PROMPT: Copy the records below exactly, leaving out every picture.

DATA SUPPLIED:

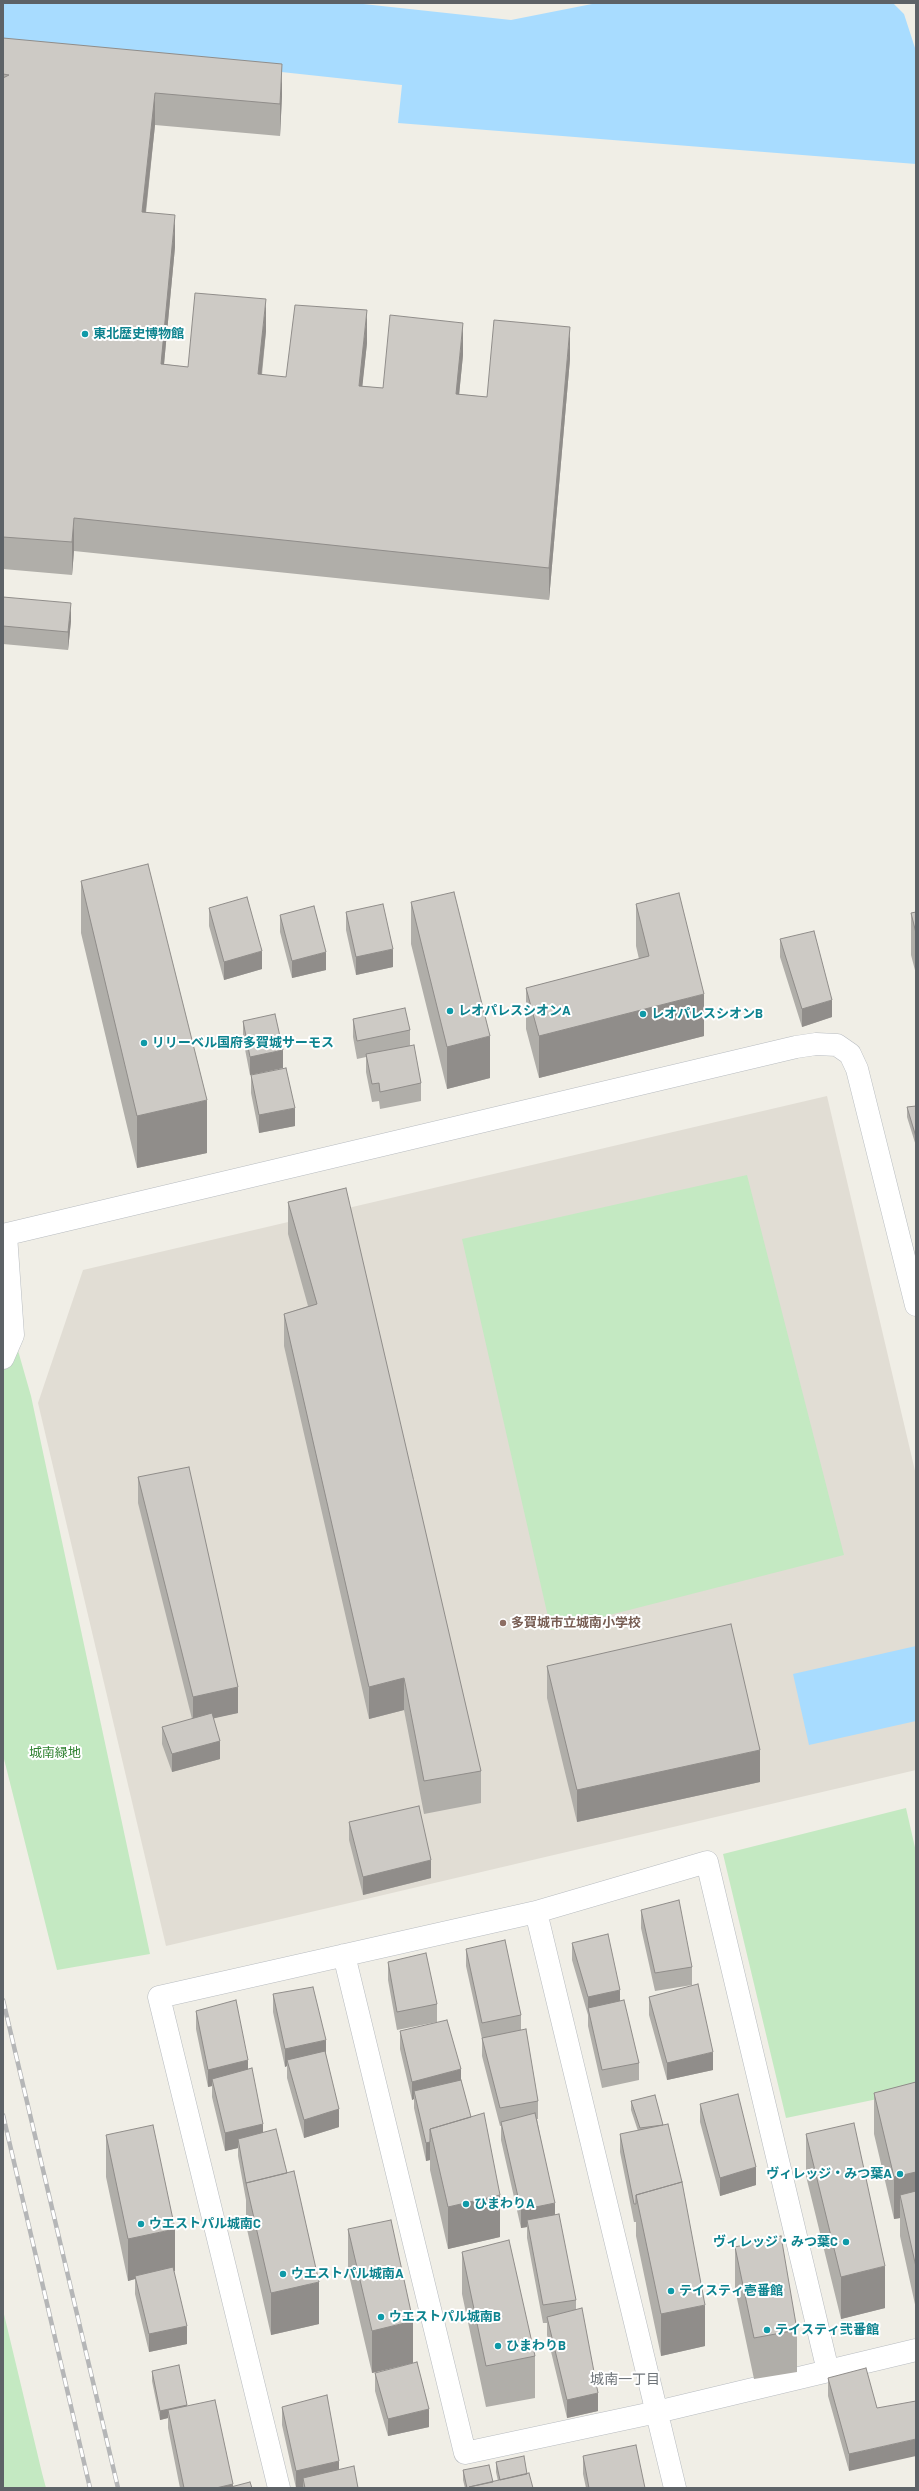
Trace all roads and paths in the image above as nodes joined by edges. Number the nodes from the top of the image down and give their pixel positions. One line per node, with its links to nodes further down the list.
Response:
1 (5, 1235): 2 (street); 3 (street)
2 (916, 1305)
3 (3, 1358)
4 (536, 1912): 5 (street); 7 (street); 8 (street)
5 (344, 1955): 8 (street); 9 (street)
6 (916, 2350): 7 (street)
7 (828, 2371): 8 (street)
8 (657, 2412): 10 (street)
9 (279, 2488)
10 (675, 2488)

RESPONSE BOX:
Trace all roads and paths in the image above as nodes joined by edges. Number the nodes from the top of the image down and give their pixel positions. One line per node, with its links to nodes further down the list.
Response:
1 (5, 1235): 2 (street); 3 (street)
2 (916, 1305)
3 (3, 1358)
4 (536, 1912): 5 (street); 7 (street); 8 (street)
5 (344, 1955): 8 (street); 9 (street)
6 (916, 2350): 7 (street)
7 (828, 2371): 8 (street)
8 (657, 2412): 10 (street)
9 (279, 2488)
10 (675, 2488)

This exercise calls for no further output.